What may not be fine is what you *do* with that interpolated value. A particular FS execution may not function correctly in the event that the interpolated values represent a location outside of the primitive area. For example, you might apply a square root to an interpolated value, expecting that the value will never be negative. But interpolation outside of the primitive may force it to be negative.
This is what the centroid interpolation qualifier fixes. Any fragment shader inputs qualified by this identifier will be interpolated within the area of the primitive.
Once a multisample image is built and rendered to, if it is to be viewed, it must be reduced down to a single-sample per-pixel. The process of downsampling a multisample image is called the "multisample resolve". In OpenGL, to perform a multisample resolve, you use a blit operation from a multisampled framebuffer to a single-sampled one. Note that such a resolve blit operation cannot also rescale the image or change its format.

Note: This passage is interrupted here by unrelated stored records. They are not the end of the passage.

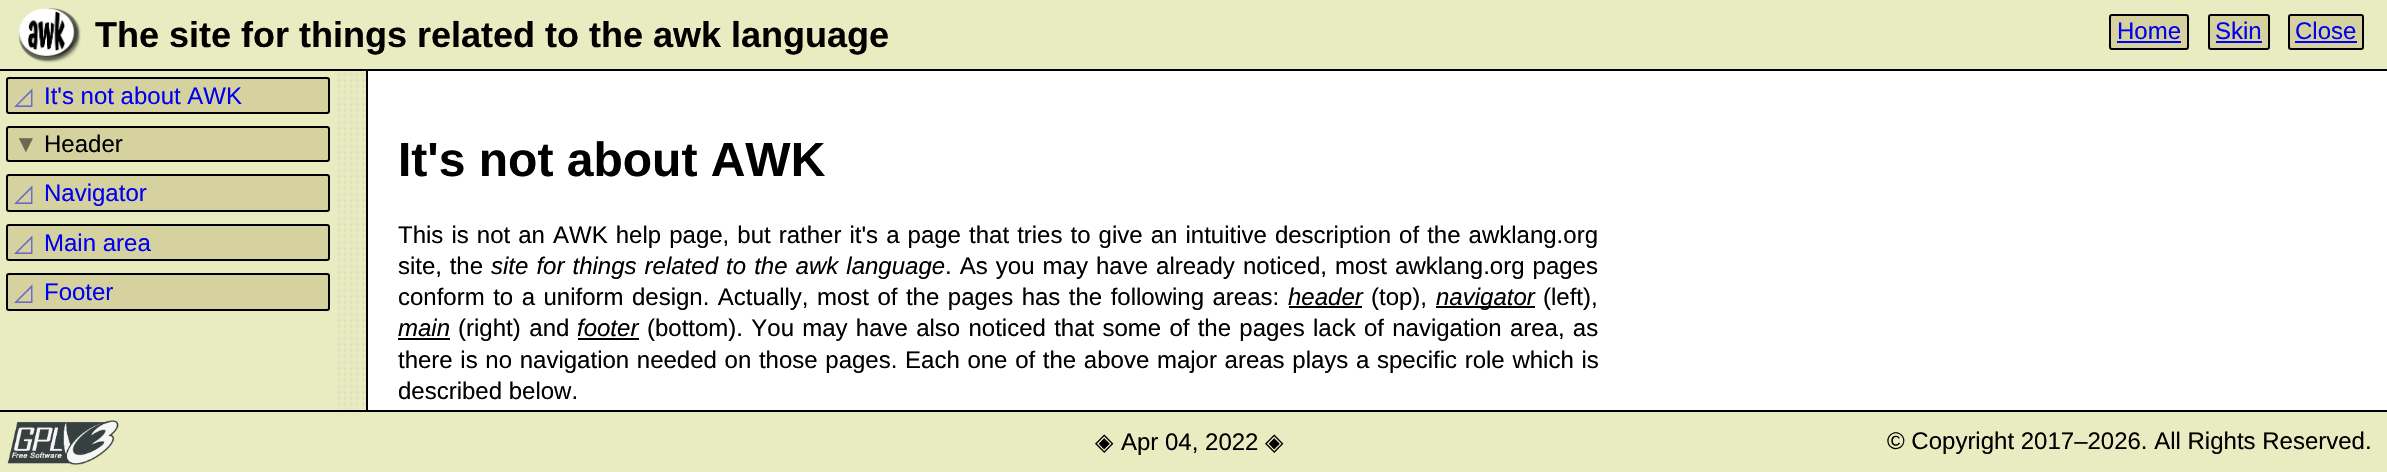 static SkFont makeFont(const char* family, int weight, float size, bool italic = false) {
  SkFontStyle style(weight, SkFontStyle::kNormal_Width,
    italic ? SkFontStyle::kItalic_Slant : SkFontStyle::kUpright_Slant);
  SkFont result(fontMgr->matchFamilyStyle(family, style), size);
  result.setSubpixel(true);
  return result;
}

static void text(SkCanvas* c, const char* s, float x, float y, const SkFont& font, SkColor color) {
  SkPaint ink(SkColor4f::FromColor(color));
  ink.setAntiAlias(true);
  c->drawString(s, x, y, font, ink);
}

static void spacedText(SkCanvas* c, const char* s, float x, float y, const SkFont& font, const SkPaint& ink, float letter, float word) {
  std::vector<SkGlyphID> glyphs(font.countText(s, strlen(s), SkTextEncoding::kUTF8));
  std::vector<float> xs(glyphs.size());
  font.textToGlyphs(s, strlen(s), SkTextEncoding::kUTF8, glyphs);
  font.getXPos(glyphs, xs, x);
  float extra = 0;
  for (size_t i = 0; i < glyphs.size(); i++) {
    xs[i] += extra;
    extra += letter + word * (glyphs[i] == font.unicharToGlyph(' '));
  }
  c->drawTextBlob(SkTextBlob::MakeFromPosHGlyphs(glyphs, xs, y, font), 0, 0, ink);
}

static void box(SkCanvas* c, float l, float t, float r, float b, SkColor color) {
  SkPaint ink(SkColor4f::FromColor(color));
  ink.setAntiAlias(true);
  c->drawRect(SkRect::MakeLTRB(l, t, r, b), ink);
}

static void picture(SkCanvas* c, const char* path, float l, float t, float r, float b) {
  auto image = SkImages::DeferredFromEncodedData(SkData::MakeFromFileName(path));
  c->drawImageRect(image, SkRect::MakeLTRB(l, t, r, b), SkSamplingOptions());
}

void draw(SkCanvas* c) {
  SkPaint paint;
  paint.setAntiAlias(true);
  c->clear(0xffe9ecc0);
  box(c, 0, 69, 2387, 71, 0xff000000);
  picture(c, "img_01.png", 18, 8, 81, 63);
  SkFont face1 = makeFont("Liberation Sans", 700, 36);
  text(c, "Τhe site for things related to the awk language", 95, 47, face1, 0xff000000);
  paint.setColor(0xffd6d2a0);
  c->drawRoundRect(SkRect::MakeLTRB(2110, 15, 2188, 49), 2, 2, paint);
  paint.setStyle(SkPaint::kStroke_Style);
  paint.setStrokeWidth(2);
  paint.setColor(0xff000000);
  c->drawRoundRect(SkRect::MakeLTRB(2110, 15, 2188, 49), 2, 2, paint);
  SkFont face2 = makeFont("Liberation Sans", 400, 24);
  text(c, "Home", 2117, 39, face2, 0xff0000ee);
  box(c, 2117, 41, 2181, 43, 0xff0000ee);
  paint.setStyle(SkPaint::kFill_Style);
  paint.setColor(0xffd6d2a0);
  c->drawRoundRect(SkRect::MakeLTRB(2209, 15, 2269, 49), 2, 2, paint);
  paint.setStyle(SkPaint::kStroke_Style);
  paint.setColor(0xff000000);
  c->drawRoundRect(SkRect::MakeLTRB(2209, 15, 2269, 49), 2, 2, paint);
  text(c, "Skin", 2215, 39, face2, 0xff0000ee);
  box(c, 2216, 41, 2262, 43, 0xff0000ee);
  paint.setStyle(SkPaint::kFill_Style);
  paint.setColor(0xffd6d2a0);
  c->drawRoundRect(SkRect::MakeLTRB(2289, 15, 2363, 49), 2, 2, paint);
  paint.setStyle(SkPaint::kStroke_Style);
  paint.setColor(0xff000000);
  c->drawRoundRect(SkRect::MakeLTRB(2289, 15, 2363, 49), 2, 2, paint);
  text(c, "Close", 2295, 39, face2, 0xff0000ee);
  box(c, 2295, 41, 2357, 43, 0xff0000ee);
  paint.setStyle(SkPaint::kFill_Style);
  paint.setColor(0xffd6d2a0);
  c->drawRoundRect(SkRect::MakeLTRB(7, 78, 329, 113), 2, 2, paint);
  paint.setStyle(SkPaint::kStroke_Style);
  paint.setColor(0xff000000);
  c->drawRoundRect(SkRect::MakeLTRB(7, 78, 329, 113), 2, 2, paint);
  SkFont face3 = makeFont("DejaVu Sans", 400, 24);
  text(c, "◿", 14, 104, face3, 0xff6b69c7);
  text(c, "It's not about AWK", 44, 104, face2, 0xff0000ee);
  paint.setStyle(SkPaint::kFill_Style);
  paint.setColor(0xffd6d2a0);
  c->drawRoundRect(SkRect::MakeLTRB(7, 127, 329, 161), 2, 2, paint);
  paint.setStyle(SkPaint::kStroke_Style);
  paint.setColor(0xff000000);
  c->drawRoundRect(SkRect::MakeLTRB(7, 127, 329, 161), 2, 2, paint);
  text(c, "▼", 14, 152, face2, 0xff6b6950);
  text(c, "Header", 44, 152, face2, 0xff000000);
  paint.setStyle(SkPaint::kFill_Style);
  paint.setColor(0xffd6d2a0);
  c->drawRoundRect(SkRect::MakeLTRB(7, 175, 329, 211), 2, 2, paint);
  paint.setStyle(SkPaint::kStroke_Style);
  paint.setColor(0xff000000);
  c->drawRoundRect(SkRect::MakeLTRB(7, 175, 329, 211), 2, 2, paint);
  text(c, "◿", 14, 201, face3, 0xff6b69c7);
  text(c, "Navigator", 44, 201, face2, 0xff0000ee);
  paint.setStyle(SkPaint::kFill_Style);
  paint.setColor(0xffd6d2a0);
  c->drawRoundRect(SkRect::MakeLTRB(7, 225, 329, 260), 2, 2, paint);
  paint.setStyle(SkPaint::kStroke_Style);
  paint.setColor(0xff000000);
  c->drawRoundRect(SkRect::MakeLTRB(7, 225, 329, 260), 2, 2, paint);
  text(c, "◿", 14, 251, face3, 0xff6b69c7);
  text(c, "Main area", 44, 251, face2, 0xff0000ee);
  paint.setStyle(SkPaint::kFill_Style);
  paint.setColor(0xffd6d2a0);
  c->drawRoundRect(SkRect::MakeLTRB(7, 274, 329, 310), 2, 2, paint);
  paint.setStyle(SkPaint::kStroke_Style);
  paint.setColor(0xff000000);
  c->drawRoundRect(SkRect::MakeLTRB(7, 274, 329, 310), 2, 2, paint);
  text(c, "◿", 14, 300, face3, 0xff6b69c7);
  text(c, "Footer", 44, 300, face2, 0xff0000ee);
  picture(c, "img_02.png", 337, 72, 365, 409);
  box(c, 366, 71, 368, 411, 0xff000000);
  box(c, 368, 71, 2387, 410, 0xffffffff);
  SkFont face4 = makeFont("Liberation Sans", 700, 48);
  text(c, "It's not about AWK", 398, 176, face4, 0xff000000);
  paint.setStyle(SkPaint::kFill_Style);
  spacedText(c, "This is not an AWK help page, but rather it's a page that tries to give an intuitive description of the awklang.org", 398, 243, face2, paint, 0, 1.4f);
  spacedText(c, "site, the", 398, 274, face2, paint, 0, 1);
  SkFont face5 = makeFont("Liberation Sans", 400, 24, true);
  spacedText(c, "site for things related to the awk language", 491, 274, face5, paint, 0, 1.4f);
  spacedText(c, ". As you may have already noticed, most awklang.org pages", 945, 274, face2, paint, 0, 1.4f);
  spacedText(c, "conform to a uniform design. Actually, most of the pages has the following areas:", 398, 305, face2, paint, 0, 1.8f);
  text(c, "header", 1288, 305, face5, 0xff000000);
  box(c, 1289, 306, 1362, 308, 0xff000000);
  text(c, "(top),", 1371, 305, face2, 0xff000000);
  box(c, 1436, 306, 1535, 308, 0xff000000);
  text(c, "navigator", 1436, 305, face5, 0xff000000);
  text(c, "(left),", 1543, 305, face2, 0xff000000);
  text(c, "main", 398, 336, face5, 0xff000000);
  box(c, 398, 338, 450, 340, 0xff000000);
  spacedText(c, "(right) and", 458, 336, face2, paint, 0, 2);
  text(c, "footer", 577, 336, face5, 0xff000000);
  box(c, 578, 338, 639, 340, 0xff000000);
  spacedText(c, "(bottom). You may have also noticed that some of the pages lack of navigation area, as", 647, 336, face2, paint, 0, 1.6f);
  spacedText(c, "there is no navigation needed on those pages. Each one of the above major areas plays a specific role which is", 398, 368, face2, paint, 0, 1);
  text(c, "described below.", 398, 399, face2, 0xff000000);
  box(c, 0, 410, 2387, 412, 0xff000000);
  picture(c, "img_03.png", 7, 420, 119, 465);
  text(c, "◈", 1095, 450, face3, 0xff000000);
  text(c, "Apr 04, 2022", 1121, 450, face2, 0xff000000);
  text(c, "◈", 1265, 450, face3, 0xff000000);
  text(c, "© Copyright 2017–2026. All Rights Reserved.", 1887, 449, face2, 0xff000000);
}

If you create a multisampled Default Framebuffer, the back buffer is considered multisampled, but the front buffer is not. So swapping the buffers is equivalent to doing a multisample resolve operation.
The whole idea of multisampling is that the FS should execute at a lower frequency than the sample count. However, it is sometimes useful to force the fragment shader to execute at the sample rate. For example, if you are doing post-processing effects on a multisample image before resolving it, then you need to execute those effects on each sample within each pixel. And the results could be very different depending on overlapping primitives and the like.
This is called "per-sample shading", and it effectively transforms multisampling into supersampling.
Per-sample shading is activated for a shader if you use the sample interpolation qualifier on any FS input value, or if you access gl_SamplePosition or gl_SampleID in the FS.